Latest revision as of 00:32, 26 May 2016

Legacy.svg Legacy: This article describes a concept that has been superseded in the course of ongoing development on the Organic Design wiki. Please do not develop this any further or base work on this concept, now this page is for historic record only.

Control flow

Control flow refers to the order in which the individual statements in a program are executed. Within a programming language, a control flow statement is an instruction that when executed can cause a change in the subsequent control flow to differ from the natural sequential order in which the instructions are listed. Discussion of control flow is almost always restricted to a single thread of execution, as it depends upon a definite sequence in which instructions are executed one at a time.

The kinds of control flow statements available differ by language, but can be roughly categorized by their effect:

  • continuation at a different statement (jump),
  • executing a set of statements only if some condition is met (choice),
  • executing a set of statements repeatedly (loop; equivalent to jumping to an earlier point in the code),
  • executing a set of distant statements, after which the flow of control returns (subroutine),
  • stopping the program, preventing any further execution (halt).

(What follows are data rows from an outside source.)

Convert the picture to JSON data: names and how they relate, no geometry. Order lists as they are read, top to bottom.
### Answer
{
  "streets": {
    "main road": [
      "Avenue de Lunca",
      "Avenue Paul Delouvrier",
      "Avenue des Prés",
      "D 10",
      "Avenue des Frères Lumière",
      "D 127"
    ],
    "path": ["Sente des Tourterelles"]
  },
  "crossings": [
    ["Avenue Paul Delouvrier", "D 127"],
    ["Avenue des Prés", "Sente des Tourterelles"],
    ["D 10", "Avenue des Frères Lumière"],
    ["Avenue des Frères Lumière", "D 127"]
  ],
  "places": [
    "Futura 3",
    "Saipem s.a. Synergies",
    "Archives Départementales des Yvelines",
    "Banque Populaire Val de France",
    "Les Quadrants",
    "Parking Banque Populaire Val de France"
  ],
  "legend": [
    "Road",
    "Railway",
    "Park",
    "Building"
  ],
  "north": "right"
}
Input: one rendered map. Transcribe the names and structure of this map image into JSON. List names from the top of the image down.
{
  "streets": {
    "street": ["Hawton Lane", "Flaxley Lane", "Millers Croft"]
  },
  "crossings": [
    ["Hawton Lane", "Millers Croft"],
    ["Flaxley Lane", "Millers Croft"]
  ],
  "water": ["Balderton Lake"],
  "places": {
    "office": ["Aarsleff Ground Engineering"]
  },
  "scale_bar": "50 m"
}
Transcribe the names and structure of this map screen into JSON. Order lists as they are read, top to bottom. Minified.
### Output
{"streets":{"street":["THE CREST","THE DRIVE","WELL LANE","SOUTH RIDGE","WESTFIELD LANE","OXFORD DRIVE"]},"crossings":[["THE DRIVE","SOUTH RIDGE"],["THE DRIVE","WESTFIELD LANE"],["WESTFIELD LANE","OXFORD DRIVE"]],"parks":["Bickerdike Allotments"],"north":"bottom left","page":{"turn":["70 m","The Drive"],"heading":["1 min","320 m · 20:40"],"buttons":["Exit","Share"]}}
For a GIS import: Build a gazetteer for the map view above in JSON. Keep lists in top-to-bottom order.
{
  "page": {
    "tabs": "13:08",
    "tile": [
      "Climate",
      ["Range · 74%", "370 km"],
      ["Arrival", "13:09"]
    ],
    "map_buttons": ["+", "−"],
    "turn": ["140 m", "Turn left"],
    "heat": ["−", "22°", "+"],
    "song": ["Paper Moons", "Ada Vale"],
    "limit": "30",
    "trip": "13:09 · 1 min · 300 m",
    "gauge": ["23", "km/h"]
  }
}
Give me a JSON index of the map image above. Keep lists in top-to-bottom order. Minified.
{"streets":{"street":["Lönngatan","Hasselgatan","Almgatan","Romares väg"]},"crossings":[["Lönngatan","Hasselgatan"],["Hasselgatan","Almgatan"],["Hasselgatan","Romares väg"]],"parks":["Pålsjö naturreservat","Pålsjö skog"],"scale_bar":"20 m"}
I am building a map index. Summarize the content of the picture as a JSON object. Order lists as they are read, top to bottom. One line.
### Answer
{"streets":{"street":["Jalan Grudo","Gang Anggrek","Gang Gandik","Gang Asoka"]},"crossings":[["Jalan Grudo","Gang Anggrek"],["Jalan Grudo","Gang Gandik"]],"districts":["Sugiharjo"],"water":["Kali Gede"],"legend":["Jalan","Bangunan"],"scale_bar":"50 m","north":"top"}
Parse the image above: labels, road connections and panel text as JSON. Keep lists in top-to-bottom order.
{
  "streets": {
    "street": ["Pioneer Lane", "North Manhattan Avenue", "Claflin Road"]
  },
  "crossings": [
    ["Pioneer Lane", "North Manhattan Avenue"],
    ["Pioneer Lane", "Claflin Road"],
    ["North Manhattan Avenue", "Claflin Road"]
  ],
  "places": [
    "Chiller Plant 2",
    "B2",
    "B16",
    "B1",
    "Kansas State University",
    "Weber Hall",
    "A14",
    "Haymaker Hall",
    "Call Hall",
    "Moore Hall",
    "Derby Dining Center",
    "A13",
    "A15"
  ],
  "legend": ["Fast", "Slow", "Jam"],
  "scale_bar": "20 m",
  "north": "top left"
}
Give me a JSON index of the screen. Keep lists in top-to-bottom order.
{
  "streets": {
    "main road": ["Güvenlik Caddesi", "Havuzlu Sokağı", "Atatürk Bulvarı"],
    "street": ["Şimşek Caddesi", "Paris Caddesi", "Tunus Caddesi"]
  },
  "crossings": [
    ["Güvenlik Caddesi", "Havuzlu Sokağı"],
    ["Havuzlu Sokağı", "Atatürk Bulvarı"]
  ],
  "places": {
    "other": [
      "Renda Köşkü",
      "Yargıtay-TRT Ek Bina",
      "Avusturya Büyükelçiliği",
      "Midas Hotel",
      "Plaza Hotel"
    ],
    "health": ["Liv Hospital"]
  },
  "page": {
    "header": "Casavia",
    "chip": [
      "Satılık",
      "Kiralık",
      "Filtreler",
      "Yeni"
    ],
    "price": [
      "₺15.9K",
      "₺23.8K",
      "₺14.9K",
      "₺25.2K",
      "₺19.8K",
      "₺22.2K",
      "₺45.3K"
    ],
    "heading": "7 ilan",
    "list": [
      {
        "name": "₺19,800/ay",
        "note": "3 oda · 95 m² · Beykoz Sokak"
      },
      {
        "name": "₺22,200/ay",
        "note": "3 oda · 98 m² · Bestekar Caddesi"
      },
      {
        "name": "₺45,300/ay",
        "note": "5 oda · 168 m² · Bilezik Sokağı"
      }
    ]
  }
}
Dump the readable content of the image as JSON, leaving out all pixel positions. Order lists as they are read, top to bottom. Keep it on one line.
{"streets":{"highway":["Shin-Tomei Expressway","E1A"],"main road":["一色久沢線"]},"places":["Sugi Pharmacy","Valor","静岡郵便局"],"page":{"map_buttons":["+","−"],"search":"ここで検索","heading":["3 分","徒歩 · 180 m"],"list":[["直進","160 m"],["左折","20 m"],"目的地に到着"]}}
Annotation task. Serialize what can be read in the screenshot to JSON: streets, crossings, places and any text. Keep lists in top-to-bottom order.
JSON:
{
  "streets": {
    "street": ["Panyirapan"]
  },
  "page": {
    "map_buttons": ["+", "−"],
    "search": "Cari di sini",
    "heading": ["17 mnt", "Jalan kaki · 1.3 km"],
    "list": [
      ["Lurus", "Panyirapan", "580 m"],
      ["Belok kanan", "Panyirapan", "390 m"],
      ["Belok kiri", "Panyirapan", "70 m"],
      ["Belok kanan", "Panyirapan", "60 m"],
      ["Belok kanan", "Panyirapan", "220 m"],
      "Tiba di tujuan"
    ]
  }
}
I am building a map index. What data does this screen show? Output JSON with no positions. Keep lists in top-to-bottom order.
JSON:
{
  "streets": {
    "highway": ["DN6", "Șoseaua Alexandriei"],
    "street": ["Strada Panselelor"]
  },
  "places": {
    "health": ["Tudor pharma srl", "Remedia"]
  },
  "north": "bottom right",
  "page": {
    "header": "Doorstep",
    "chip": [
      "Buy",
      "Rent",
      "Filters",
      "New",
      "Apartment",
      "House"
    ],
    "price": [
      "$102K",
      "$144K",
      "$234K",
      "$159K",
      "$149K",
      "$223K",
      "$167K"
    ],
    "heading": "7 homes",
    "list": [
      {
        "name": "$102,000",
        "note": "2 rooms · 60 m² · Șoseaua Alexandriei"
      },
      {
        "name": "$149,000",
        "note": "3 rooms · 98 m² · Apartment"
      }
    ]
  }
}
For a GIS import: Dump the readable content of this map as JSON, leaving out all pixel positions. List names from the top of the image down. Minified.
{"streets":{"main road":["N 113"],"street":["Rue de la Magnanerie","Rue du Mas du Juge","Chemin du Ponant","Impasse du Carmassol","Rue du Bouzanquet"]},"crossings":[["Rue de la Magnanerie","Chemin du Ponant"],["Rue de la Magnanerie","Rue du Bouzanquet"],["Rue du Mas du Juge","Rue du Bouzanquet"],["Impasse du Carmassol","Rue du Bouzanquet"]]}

In the nodal model, the subroutine and loop aspects of control flow are defined in the nodal structure of the node space which is a tree of loops. Conditions and jumps are handled within the nodal functions by manipulation of the nodes which compose the loops in the noda space.

Quanta

The reduction algorithm divides available execution up into quanta which are like "atoms" of change, in that they are essentially indivisible, so most of the control flow aspect of a program is handled by nodal reduction. They have no definite rules about the amount of time they can take to execute, but should be generally infinitesimal (linearisable) compared to the macro scale. Any looping or iteration-based functionality should be implemented in terms of reducable structure (process). Top-level nodal reduction is implemented as an infinite execute-quantum loop within the context of the root node of the local Nodal Space. The currently running nodal reduction algorithm is defined in nodeSpace.c and sits upon a list space defined in listSpace.c. The afore mentioned infinite execute-quanta loop is in peerd.c. Some logic or algorithmics has to be O(1) and so is required within a function rather than as reducible structure.

Communications example.png

Associations

Each node has both associative content and a possible local state (which in nodeSpace.c is accessible via a list of pointers using the node-index in the nodes data association as an index into an array of pointers). The associations are in the form of nodeRef:nodeRef pairs similar in concept to the key:value pairs of associative arrays, and the non-nodal data is in a form specific to the local runtime environment (if there is no state, it will be returned as the local environments representation of null).

Node names and references

All node referencing at runtime is done using list space indexes not names as in a normal object-model or associative array. For storage and distribution of nodal information, GUIDs are used. List-space references and GUIDs are used internally, but nodes can have context-specific names for external use. The names we use to refer to nodes here in the wiki are taken from the names of the constants to represent them in the peerd.c scripts.

Tree of loops

Using an association called Right, allows the formation of loops of nodes (singly-linked-circular lists) within the local Nodal Space (loops also use a Left association too so that nodes can easily be inserted or removed without needing to query other nodes). Combining this with another association called Down allows the formation of a loop-tree starting at the root node (node with index zero). Following the Down association from root takes us down into another node, which is also part of a loop. Every traversal of a Down takes us from an item in one loop to an item in another loop. The loop may contain zero items, but the idea here is that Down's always connect items in loops, even though other associations may lead to other nodal structure which may or may not be a loop.

Loop rotation

Systems are formed from ongoing, reoccurring patterns which can be described in terms of rotation of the loops in the tree described above. Every time the nodal reduction process follows a Down association it also rotates that loop, so that next time the same Down association is traversed it will lead to the next node. This process is active (change occurs to the structure) but reversable, ie it's cyclic and non-entropic change.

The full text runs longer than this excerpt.